Since opening in 1999, Lakeview Ranch has grown to two homes, 30 residents, a staff of 75 and a dedicated group of volunteers. Day programs and respite care are available for people with dementia living in the surrounding community. Lakeview Ranch also collaborates with healthcare professionals and universities in the surrounding community. It is a clinical training site for new Registered Nurses, and provides service learning and internships for high school and college students. In 2010, Judy’s efforts were recognized on an international level when she received a Robert Wood Johnson Foundation Community Health Leaders Award.
Donations Needed
Despite that award, and years of successfully caring for residents, things are not easy for Judy. Lakeview Ranch cares for people with dementia whether or not they can pay the full cost. For those with no funds, Medicaid helps, but pays only about a third of what this kind of specialized care costs. A study by researchers at St. Cloud State University showed that overall use of medicines for behavioral issues is reduced by 36 percent for people living at Lakeview Ranch. For residents with previous psychiatric hospitalizations, 93 percent of them were not hospitalized again after admission to Lakeview Ranch. Hospitalizations and medicines are expensive, and this data suggests this model of specialized dementia care may reduce the overall cost of care.

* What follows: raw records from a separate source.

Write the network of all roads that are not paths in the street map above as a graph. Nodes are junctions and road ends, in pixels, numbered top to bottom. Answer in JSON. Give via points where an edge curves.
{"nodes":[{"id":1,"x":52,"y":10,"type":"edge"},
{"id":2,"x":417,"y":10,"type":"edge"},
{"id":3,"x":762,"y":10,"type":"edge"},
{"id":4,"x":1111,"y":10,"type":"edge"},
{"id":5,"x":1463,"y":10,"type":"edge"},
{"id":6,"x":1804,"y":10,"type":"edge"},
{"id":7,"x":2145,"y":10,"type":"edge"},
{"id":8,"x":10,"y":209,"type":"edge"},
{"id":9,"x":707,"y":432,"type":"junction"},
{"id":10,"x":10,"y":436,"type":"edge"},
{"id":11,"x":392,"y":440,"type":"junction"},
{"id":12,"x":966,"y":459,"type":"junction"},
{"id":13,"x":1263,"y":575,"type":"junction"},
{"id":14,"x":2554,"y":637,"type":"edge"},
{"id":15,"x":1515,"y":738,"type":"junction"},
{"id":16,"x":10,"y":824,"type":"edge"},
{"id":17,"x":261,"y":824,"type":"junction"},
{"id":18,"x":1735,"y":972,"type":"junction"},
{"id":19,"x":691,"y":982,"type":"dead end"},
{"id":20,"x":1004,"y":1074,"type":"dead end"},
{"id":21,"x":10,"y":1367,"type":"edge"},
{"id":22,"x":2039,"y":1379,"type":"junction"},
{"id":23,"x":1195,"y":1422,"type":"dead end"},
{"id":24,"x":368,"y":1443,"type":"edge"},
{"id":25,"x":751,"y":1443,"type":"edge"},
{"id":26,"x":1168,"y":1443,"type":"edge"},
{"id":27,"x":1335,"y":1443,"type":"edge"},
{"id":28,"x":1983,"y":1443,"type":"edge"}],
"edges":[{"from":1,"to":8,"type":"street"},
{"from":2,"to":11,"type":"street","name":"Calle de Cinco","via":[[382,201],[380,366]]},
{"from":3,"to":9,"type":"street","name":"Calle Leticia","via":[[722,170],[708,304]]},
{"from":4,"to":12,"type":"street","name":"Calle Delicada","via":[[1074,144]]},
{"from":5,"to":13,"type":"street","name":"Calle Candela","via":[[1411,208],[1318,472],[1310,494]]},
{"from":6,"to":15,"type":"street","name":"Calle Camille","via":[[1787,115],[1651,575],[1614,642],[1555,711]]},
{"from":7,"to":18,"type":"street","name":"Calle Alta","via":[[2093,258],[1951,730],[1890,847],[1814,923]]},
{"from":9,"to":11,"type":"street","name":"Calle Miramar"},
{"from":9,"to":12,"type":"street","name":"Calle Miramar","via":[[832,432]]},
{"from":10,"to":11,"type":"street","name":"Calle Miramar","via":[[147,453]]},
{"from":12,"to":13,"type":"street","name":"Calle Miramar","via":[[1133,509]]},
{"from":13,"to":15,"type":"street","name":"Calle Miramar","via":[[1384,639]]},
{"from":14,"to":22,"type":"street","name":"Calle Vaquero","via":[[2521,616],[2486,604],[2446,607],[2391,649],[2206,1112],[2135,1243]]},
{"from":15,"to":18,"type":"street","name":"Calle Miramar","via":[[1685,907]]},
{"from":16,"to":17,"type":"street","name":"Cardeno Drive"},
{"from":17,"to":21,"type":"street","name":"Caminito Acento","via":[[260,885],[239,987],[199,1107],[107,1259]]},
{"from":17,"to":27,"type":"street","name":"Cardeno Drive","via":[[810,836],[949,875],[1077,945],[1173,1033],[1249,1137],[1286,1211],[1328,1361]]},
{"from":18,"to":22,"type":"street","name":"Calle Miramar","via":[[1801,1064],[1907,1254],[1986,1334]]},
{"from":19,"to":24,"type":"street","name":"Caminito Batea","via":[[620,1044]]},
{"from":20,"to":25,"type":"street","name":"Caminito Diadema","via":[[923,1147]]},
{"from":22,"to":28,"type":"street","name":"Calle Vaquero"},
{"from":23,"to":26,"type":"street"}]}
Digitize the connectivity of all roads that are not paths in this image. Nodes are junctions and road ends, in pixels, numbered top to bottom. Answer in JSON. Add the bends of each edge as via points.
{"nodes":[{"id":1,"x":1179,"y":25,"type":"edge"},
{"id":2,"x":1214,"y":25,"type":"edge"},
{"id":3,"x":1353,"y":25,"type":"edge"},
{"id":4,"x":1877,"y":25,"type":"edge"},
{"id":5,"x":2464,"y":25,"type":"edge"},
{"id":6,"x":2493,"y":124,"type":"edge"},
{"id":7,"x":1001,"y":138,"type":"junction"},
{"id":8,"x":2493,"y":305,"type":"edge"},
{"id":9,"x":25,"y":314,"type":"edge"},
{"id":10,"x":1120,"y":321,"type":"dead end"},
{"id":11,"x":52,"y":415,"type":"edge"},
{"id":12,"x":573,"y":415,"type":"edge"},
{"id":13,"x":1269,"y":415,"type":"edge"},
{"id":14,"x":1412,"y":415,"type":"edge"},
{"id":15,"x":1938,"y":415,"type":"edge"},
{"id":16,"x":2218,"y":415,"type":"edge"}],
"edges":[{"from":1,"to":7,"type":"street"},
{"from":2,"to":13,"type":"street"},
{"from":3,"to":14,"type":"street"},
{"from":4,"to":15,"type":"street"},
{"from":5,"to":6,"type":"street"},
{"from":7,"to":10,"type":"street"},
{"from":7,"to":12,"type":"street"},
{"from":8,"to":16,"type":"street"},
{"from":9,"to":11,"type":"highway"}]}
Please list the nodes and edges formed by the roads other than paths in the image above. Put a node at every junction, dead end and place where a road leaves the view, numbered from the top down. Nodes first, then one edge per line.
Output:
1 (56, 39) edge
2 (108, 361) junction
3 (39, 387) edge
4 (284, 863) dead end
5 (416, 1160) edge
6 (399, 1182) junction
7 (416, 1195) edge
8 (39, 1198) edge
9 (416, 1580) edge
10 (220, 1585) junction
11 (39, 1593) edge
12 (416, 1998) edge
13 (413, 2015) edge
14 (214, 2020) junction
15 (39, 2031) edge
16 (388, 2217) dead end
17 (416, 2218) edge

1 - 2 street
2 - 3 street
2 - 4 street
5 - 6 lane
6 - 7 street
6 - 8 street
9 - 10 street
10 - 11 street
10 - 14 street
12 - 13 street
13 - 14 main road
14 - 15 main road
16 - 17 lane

Lakeview Ranch is not compensated for lowering overall costs, and in fact receives less reimbursement from Medicaid and other funding sources if behavioral problems are reduced. “Unfortunately, the current government payment system -- Medicaid, Medicare, etcetera -- pays much more for symptom treatment than for the prevention of symptoms that comes with high quality personalized dementia care,” says Judy [more on this in another post]. She started the Dementia Care Foundation to raise funds for facilities that provide care using the Lakeview Ranch Model of Specialized Dementia Care™, but as the economy has worsened, donations are down 60 percent.
You can make a donation to the Dementia Care Foundation online or by mail. For more detailed information, check out the websites at www.lakeviewranch.com and www.dementiacarefoundation.org, call 1-800-546-5175 (within the U.S.) or email lakeviewranch@yahoo.com.

Hello, some folks complain while others act. Some folks act (busy) but don't take any personal risks. Judy Berry Acted and Risked her life savings, community reputation, and future in favor of creating LakeView Ranch.
I've been there and witnessed the impact she has on her staff and those they all serve. What they do is amazing. How they do it is amazing. How it impacts them and all they serve is amazing.
Thanks Judy.
Posted by: Richard Taylor | March 07, 2011 at 07:57 PM
Great to hear about this amazing place, though sad to hear about their financial struggles when they're a much needed model for the future.
Thank you.
Posted by: Margaretmassey.wordpress.com | April 04, 2011 at 11:59 PM
To me this article holds the key to proper patient management. No Doctor can see someone once or twice, have them subtract from a hundred in sevens, draw a clock showing four fifteen, etc., then draw acurate conclusions about their mental state. In my opinion if all physicians followed Judy's practice of obtaining and studying a thorough patient biography FIRST, there would be many less misdiagnoses.